The Night Mayor: James J. Walker

James J. Walker, Mayor of New York City, 1926-1932

          By 1926, the Big Town had been engulfed in bad booze and hot jazz for over 5 years. It truly was an era of wonderful nonsense, and Jimmy Walker was the perfect man to preside over the close of what Paul Sann called "the lawless decade."

         A graduate of Xavier High School, Walker was a Roaring '20's Irish dandy from Greenwich Village who took full advantage of all the city had to offer. Despite a 14-year legislative record in the New York State Assembly and State Senate (prior to his political career, he had achieved some prominence as a songwriter of such pop classics as "Will You Love Me In December As You Do In May"), Walker appeared quite disinterested in such a mundane activity as municipal governance. Nevertheless, he did manage to compile a few legislative victories during his tenure - in keeping with some of his favorite pasttimes, Walker wrote the bills that legalized boxing in New York and allowed theatres to remain open on Sundays. Along the way, he also championed the 5-cent fare, the 8-hour work day for women, workers compensation, and tenement laws.
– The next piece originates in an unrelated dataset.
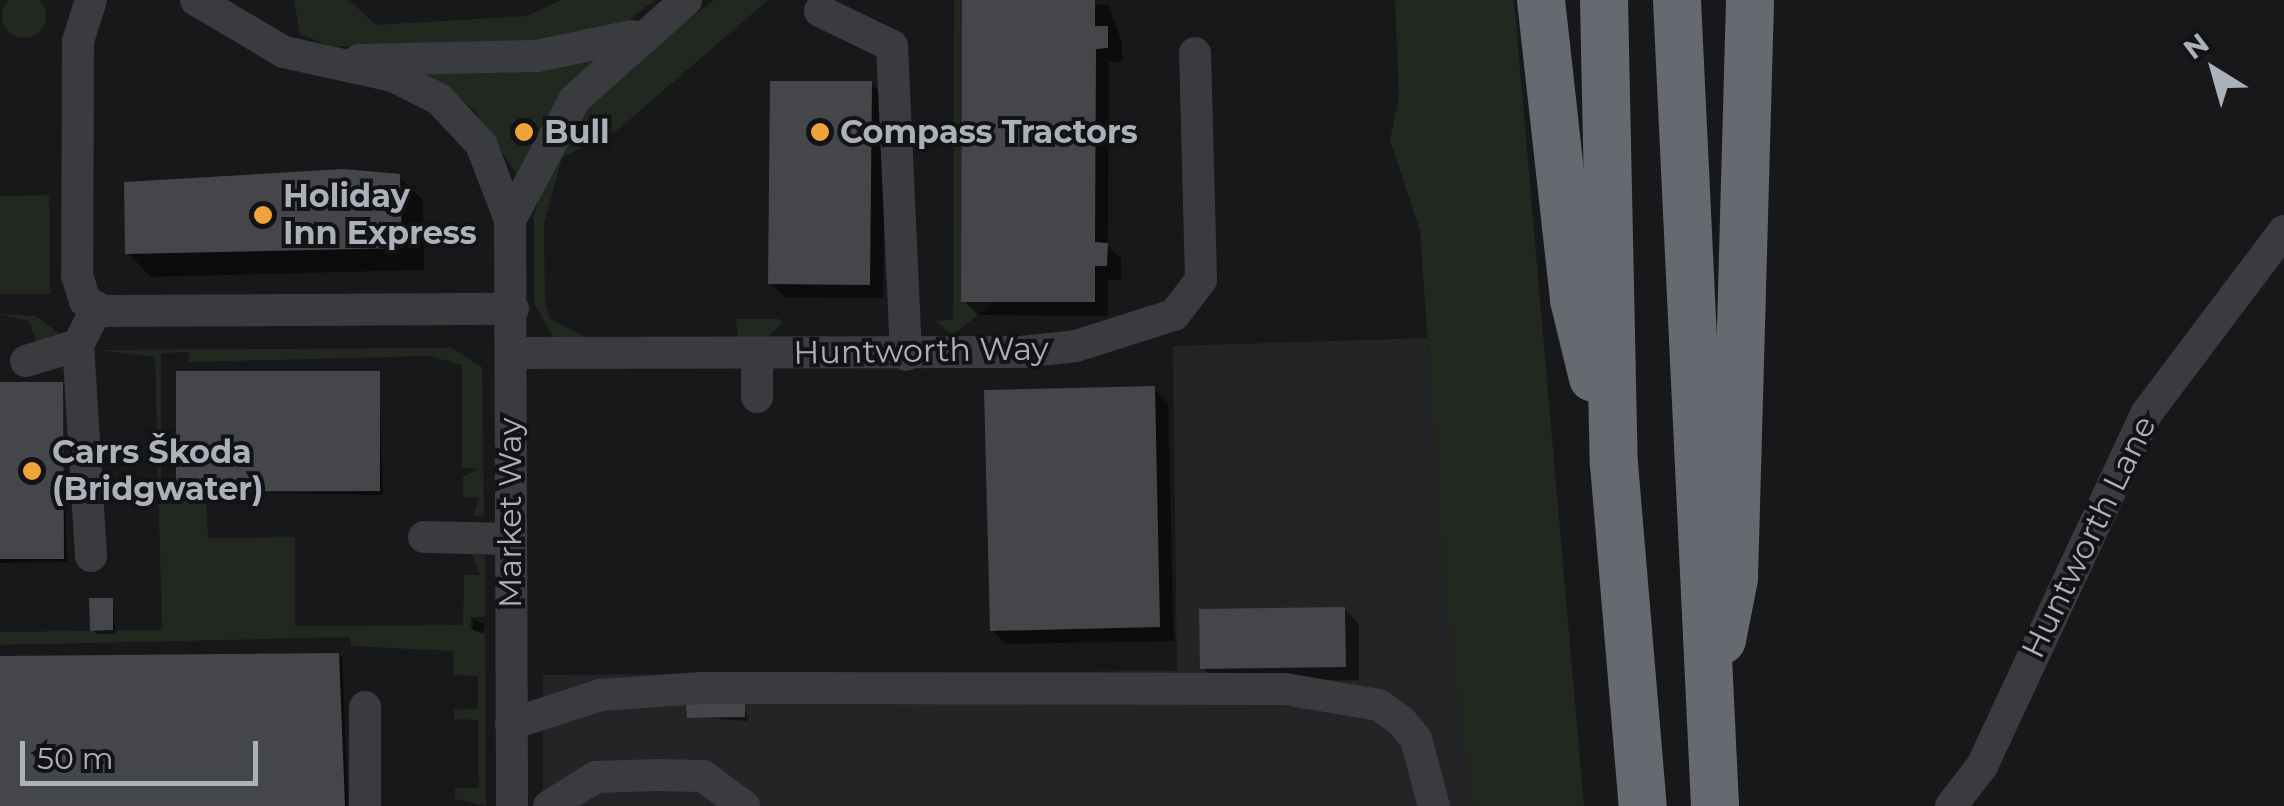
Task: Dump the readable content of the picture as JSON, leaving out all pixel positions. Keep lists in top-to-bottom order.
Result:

          None of this prevented "Beau James" from sampling a wide range of the city's speakeasies on a nightly basis. Inevitably, Walker's term became synonymous with the proliferation of speakeasies in New York City during the so-called Prohibition Era. Should anyone care to dispute Walker's lack of exuberance as an agent of the law authorized to enforce the nation's dry laws,  walk that man or woman over to the '21' Club, where Gentleman Jimmy's private booth is still on public display in the club's wine cellar.


 Walker was known to go to the cellar of the '21' Club to have a cocktail in peace as federal agents were raiding the premises above for contraband. The Mayor's booth has been preserved, and can be viewed today.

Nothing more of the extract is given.